I’d like to resurrect this thread and, if folks are willing to join me, take it in a new direction right now: a new variation on the theme of “noble savage.”
Here’s how I feel/think about the celebration (some might call it “romanticism”) of indigenous cultures:
Indigenous/nature-based societies are comprised of people who can and do maintain healthy, stable relationships among each other and with their surroundings. I think that this can serve as a great definition of what it means to be noble (not a racist descriptor of indigenous societies in the least, since it describes a behavior) – and for me, simply contemplating the knowledge that people can and have lived that way for over a million years gives me the kind of peace of mind I need. (In other words, I need to remind myself over and over that people are not inherently flawed.)
Allowing myself that peace of mind has inspired some pretty exalted sentiments. Those sentiments in turn are my main motivation for rewilding. I want a close-knit, highly functioning society. I want to live without pollution, litter, or sidewalks. I want to escape the myriad forms of destruction surrounding me in the city. I want direct, intimate experience as opposed to mediated interaction (exchanging money for goods, communicating using technology, etc.). These wants are all emotions that stem from unfulfilled needs, and when I reclaim those needs and direct my wants toward them, I feel a sense of completeness. Even if I’m not very public with these emotions, they are there, and they are powerful.
The reasoning is there too, of course. I understand that civilization is socially and ecologically unsustainable. I understand that the socio-historic position of a civilized society which spans the globe shares striking similarities with past civilizations as they were about to collapse… and I understand that while rewilding doesn’t guarantee that I’ll survive a (probably violent) crash, it can give me huge advantages if I do survive past collapse. I understand that rewilding doesn’t mean giving anything up, just re-adapting myself, and trading one paradigm for another (indigenous people have art, and music, and those other innately human behaviors that I love).

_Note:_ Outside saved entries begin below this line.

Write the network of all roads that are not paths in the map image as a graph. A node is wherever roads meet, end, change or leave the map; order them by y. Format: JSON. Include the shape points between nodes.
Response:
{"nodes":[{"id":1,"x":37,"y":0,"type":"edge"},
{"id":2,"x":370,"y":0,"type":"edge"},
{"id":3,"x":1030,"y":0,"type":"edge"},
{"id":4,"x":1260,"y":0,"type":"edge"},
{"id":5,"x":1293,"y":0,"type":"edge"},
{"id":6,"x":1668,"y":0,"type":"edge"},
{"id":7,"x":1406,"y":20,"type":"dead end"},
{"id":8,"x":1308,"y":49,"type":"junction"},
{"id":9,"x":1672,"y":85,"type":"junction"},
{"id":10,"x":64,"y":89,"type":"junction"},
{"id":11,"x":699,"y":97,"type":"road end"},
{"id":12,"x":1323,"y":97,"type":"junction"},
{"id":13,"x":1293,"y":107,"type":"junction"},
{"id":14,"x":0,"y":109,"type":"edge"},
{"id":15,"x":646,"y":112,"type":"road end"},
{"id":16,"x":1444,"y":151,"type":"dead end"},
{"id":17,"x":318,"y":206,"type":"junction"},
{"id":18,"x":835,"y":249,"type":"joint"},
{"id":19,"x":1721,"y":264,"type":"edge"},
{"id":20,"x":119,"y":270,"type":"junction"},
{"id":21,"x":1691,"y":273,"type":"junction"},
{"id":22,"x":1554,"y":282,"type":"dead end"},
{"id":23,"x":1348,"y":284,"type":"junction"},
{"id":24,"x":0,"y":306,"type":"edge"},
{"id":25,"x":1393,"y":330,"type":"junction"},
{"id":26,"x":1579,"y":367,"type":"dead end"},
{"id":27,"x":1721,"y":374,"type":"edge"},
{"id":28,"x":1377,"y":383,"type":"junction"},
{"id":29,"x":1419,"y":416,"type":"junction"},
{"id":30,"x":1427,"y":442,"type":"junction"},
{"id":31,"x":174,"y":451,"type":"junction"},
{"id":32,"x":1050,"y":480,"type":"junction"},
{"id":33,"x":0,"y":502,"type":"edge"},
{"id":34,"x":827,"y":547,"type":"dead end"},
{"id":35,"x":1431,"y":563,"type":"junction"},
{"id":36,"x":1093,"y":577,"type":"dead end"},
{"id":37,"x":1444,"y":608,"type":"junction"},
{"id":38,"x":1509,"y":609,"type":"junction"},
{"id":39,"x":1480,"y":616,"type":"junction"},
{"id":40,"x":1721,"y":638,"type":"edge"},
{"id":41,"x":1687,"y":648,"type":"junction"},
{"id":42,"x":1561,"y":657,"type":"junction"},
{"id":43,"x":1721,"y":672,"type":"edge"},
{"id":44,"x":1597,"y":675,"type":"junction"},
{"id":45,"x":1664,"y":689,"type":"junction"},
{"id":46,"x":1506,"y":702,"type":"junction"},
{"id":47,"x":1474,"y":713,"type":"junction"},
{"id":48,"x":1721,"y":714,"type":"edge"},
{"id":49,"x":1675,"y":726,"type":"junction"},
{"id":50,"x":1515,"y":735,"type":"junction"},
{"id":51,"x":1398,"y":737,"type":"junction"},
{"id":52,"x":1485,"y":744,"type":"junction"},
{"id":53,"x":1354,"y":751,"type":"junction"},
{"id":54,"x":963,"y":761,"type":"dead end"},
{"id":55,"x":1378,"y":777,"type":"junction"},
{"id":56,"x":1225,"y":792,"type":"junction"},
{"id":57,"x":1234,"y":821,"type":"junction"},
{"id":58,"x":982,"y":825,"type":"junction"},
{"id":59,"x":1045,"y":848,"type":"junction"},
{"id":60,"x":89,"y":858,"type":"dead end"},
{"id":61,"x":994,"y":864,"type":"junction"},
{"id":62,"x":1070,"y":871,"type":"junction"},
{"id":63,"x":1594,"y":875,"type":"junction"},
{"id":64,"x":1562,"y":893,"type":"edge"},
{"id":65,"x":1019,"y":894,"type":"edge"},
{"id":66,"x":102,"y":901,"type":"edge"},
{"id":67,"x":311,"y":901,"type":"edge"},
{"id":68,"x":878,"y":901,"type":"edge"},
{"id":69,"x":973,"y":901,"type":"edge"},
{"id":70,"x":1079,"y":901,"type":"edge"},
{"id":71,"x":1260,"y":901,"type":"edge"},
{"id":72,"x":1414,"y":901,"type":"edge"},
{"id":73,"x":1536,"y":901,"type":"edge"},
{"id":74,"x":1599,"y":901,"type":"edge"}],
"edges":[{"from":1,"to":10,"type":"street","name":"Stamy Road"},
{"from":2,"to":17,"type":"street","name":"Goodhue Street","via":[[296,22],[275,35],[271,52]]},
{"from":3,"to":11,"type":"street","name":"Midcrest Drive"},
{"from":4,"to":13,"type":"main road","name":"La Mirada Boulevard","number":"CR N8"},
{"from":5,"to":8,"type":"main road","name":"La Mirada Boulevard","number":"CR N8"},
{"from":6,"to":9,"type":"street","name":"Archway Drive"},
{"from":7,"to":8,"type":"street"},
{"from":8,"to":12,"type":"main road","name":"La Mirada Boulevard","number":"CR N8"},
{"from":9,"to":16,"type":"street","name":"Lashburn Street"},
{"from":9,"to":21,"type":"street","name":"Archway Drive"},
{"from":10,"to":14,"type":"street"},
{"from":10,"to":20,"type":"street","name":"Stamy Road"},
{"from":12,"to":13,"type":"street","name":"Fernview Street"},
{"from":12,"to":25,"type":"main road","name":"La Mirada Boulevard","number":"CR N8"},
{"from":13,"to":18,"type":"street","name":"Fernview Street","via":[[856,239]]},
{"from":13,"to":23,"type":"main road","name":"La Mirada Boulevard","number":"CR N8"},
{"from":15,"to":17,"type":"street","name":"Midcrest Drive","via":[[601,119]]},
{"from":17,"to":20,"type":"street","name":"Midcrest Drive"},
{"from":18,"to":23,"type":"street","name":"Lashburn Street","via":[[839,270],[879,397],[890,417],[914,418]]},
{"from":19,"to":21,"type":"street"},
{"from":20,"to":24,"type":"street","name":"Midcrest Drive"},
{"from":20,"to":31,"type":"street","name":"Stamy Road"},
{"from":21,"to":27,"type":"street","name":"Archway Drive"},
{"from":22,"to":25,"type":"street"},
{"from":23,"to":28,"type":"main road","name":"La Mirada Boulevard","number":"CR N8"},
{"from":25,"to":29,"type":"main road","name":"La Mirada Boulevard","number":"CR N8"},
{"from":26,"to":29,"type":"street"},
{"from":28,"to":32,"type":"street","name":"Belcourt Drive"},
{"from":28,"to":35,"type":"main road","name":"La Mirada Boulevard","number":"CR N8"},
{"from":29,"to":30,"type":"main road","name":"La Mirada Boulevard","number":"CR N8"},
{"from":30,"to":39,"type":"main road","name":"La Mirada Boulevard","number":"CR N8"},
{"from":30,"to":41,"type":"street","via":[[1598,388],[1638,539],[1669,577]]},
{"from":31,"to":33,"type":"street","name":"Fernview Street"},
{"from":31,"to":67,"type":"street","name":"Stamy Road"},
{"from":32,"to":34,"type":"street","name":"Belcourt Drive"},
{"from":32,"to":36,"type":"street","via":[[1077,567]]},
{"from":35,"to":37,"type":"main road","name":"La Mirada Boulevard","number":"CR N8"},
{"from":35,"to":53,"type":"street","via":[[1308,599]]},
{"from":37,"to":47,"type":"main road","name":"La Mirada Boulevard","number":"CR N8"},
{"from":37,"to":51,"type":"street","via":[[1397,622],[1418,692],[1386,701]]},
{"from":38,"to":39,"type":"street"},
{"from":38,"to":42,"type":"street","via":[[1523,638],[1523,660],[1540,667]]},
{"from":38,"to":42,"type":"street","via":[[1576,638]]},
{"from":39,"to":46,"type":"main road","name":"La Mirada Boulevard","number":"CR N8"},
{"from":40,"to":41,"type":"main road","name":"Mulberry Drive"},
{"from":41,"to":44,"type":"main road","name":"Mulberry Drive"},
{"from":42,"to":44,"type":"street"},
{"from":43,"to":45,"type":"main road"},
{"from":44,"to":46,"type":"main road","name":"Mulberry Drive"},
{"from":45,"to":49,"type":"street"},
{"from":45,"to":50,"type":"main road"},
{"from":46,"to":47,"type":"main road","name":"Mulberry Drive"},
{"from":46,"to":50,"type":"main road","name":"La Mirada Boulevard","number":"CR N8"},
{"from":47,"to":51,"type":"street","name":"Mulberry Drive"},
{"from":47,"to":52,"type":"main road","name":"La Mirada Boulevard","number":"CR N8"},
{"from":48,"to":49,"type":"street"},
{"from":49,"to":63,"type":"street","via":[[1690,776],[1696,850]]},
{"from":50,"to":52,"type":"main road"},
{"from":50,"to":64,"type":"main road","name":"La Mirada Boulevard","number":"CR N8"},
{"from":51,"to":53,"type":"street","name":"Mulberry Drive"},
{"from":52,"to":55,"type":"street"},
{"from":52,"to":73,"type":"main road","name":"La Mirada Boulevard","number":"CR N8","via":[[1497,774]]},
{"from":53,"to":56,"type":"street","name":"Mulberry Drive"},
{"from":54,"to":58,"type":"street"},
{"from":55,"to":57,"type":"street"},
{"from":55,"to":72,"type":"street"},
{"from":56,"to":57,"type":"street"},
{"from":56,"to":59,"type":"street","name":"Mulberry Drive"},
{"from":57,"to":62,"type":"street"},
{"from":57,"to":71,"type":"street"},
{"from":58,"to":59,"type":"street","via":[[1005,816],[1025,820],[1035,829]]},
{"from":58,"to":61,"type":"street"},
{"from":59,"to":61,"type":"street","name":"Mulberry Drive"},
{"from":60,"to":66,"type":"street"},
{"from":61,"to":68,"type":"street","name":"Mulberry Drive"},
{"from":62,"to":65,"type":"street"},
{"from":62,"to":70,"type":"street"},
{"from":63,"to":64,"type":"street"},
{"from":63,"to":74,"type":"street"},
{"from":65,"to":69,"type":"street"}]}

But these “understandings”, in the end, don’t motivate me. I’ve had to learn for myself recently that I can’t make a whole lot of progress in rewilding until I accept and celebrate the knowledge that rewilding just feels better.

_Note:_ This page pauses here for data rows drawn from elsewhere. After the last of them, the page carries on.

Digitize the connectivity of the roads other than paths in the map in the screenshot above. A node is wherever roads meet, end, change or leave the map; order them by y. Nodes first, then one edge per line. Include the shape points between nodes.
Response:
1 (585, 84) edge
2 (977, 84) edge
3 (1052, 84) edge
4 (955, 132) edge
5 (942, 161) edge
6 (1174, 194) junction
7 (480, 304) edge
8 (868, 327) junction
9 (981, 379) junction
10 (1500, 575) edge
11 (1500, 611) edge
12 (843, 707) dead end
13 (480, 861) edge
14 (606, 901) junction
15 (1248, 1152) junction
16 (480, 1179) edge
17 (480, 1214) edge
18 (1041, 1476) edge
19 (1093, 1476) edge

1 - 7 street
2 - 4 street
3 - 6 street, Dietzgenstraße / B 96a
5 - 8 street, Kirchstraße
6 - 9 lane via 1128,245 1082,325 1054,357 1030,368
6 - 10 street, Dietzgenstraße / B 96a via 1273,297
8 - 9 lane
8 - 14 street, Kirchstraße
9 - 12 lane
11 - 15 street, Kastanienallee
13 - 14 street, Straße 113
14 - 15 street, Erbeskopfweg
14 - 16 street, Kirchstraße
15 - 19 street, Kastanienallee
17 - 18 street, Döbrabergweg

That means, of course, that I’m claiming a preference. We’re taught in civilization that acting from preference or emotion is always problematic, and that acting from reason is a mark of maturity. We’re also taught to distrust, deny, or subordinate our emotions and instincts. After all, we get good grades if we put reason above emotion, and we keep our jobs if we elevate abstract justifications for why we should work over how we feel while working. We can “win friends and influence people” if we demonstrate that we are the most reasonable, the most metered, the least likely to yield to emotion (a “distraction” from reality).

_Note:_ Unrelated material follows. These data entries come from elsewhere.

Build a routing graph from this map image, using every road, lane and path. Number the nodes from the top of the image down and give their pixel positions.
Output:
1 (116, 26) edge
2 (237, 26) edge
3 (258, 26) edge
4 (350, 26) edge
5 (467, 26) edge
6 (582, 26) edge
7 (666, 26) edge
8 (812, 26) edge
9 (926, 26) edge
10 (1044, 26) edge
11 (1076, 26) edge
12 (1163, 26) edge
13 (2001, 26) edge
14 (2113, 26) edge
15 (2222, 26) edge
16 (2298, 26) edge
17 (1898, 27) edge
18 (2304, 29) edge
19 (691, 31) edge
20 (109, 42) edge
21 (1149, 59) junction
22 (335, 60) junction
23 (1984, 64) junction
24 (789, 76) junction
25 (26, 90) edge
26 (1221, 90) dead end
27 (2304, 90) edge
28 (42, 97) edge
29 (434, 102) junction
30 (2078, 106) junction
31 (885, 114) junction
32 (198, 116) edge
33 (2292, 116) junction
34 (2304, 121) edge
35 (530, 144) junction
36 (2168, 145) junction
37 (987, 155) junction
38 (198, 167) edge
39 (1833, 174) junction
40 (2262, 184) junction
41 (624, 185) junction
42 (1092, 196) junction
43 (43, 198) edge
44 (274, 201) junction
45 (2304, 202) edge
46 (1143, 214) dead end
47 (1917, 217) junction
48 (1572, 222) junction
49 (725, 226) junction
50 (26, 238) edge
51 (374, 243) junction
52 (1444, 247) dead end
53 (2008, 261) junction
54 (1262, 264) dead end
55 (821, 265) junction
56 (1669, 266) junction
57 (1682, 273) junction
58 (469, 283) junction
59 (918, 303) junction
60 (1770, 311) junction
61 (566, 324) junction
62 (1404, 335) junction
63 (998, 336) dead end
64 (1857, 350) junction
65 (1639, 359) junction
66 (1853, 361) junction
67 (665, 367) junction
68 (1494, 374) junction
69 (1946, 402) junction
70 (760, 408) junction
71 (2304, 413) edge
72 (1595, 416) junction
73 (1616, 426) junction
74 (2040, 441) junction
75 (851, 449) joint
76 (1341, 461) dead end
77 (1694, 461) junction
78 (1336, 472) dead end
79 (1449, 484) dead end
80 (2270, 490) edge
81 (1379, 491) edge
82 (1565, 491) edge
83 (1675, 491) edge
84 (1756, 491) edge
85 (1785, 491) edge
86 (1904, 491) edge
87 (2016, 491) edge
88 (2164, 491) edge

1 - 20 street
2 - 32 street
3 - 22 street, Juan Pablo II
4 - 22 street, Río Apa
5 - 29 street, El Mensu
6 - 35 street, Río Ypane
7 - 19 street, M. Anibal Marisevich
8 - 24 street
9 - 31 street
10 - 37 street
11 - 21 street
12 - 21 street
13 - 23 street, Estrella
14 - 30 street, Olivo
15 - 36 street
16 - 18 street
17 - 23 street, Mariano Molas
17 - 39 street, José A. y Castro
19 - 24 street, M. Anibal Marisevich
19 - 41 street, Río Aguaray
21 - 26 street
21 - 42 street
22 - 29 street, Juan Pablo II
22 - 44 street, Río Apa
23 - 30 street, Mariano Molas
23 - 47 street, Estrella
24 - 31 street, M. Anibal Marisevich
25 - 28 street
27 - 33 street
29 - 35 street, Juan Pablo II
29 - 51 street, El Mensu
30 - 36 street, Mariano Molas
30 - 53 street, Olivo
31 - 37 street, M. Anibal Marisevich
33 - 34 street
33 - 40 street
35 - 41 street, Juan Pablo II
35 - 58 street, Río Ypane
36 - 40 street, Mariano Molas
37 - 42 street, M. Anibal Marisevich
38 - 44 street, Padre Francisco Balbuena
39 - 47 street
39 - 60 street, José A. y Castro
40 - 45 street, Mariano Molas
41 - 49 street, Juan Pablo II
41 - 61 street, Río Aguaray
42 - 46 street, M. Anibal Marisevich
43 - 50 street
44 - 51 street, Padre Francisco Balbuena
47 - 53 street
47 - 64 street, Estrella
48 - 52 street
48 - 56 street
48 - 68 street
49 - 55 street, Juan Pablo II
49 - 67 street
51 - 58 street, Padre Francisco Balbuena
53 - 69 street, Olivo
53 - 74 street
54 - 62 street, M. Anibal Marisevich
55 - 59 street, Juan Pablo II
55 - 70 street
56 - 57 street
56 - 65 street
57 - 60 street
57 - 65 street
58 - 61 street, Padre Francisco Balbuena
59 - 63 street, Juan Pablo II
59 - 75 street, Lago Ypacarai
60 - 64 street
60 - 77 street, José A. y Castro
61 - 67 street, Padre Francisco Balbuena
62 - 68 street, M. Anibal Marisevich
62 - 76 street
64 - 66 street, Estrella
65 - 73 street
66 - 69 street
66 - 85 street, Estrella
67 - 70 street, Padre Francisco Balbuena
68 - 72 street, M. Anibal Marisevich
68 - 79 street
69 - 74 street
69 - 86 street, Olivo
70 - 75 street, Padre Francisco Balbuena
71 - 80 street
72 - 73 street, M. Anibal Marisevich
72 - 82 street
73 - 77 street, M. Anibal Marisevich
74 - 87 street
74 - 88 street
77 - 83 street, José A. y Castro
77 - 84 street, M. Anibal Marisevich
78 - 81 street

I have found that appealing to emotion can be just as valid as appealing to reason when making an argument for rewilding. Showing someone the grace of rewilding rather than telling them is inherently an emotional appeal, and it effectively convinces people of rewilding’s virtues. At the very least, when you talk to a person’s emotions and deep unfulfilled needs instead of talking to their intellect–when you embrace their personal stories–even if they don’t agree, they notice an odd, refreshing feeling of friendly disagreement.
(One more unvoiced knock against reasoning: since it’s not pure logic, it too sits in the gray areas – and therefore, it can be twisted and used to destroy (theology, science) as easily as the emotional faculties can be manipulated to destructive ends (Rush Limbaugh, advertising). Growth economics, for example, takes pains not to appeal to emotion. Oh no, instead it appeals to reason, and perpetuates behavior that is so extreme and anti-social, growth economists may as well be psychopaths holding everyone hostage at gunpoint.)
So I’m a romantic, and I nearly idealize indigenous societies (they provide for more human needs than this society does, after all!), and there’s nothing flawed about that. It’s not necessary or productive to feel embarrased about seeing indigenous people (and envisioning future nature-based societies) on an emotional level, and when I elevate those societies by saying “this is what I want” (instead of “this is what is reasonable”), I’m not acting from an irresponsible “id”, racist stereotyping, liberal white guilt, or any other condition involving reason “tainted” by emotion.
I remember being very young, walking in the forest and prairie, and wondering if I would find a group of people to live with there. Those were romantic (I’ll use that word) visions of a life that felt less boring and more emotionally intimate than anything else I had experienced. Those were not reasoned actions, they were strictly emotional and instinctual, and I can trust those motivations. I had not learned yet to justify and analyze despair – or if I had learned something of that detached behavior, being close to nature gave me temporary sanctuary from it. I trusted the way I felt as a participant in nature. The staff of The Economist (the way this thread began), however, doesn’t trust the motivations of that 6 year old child, and no amount of appeal to reason will inspire me to agree with them.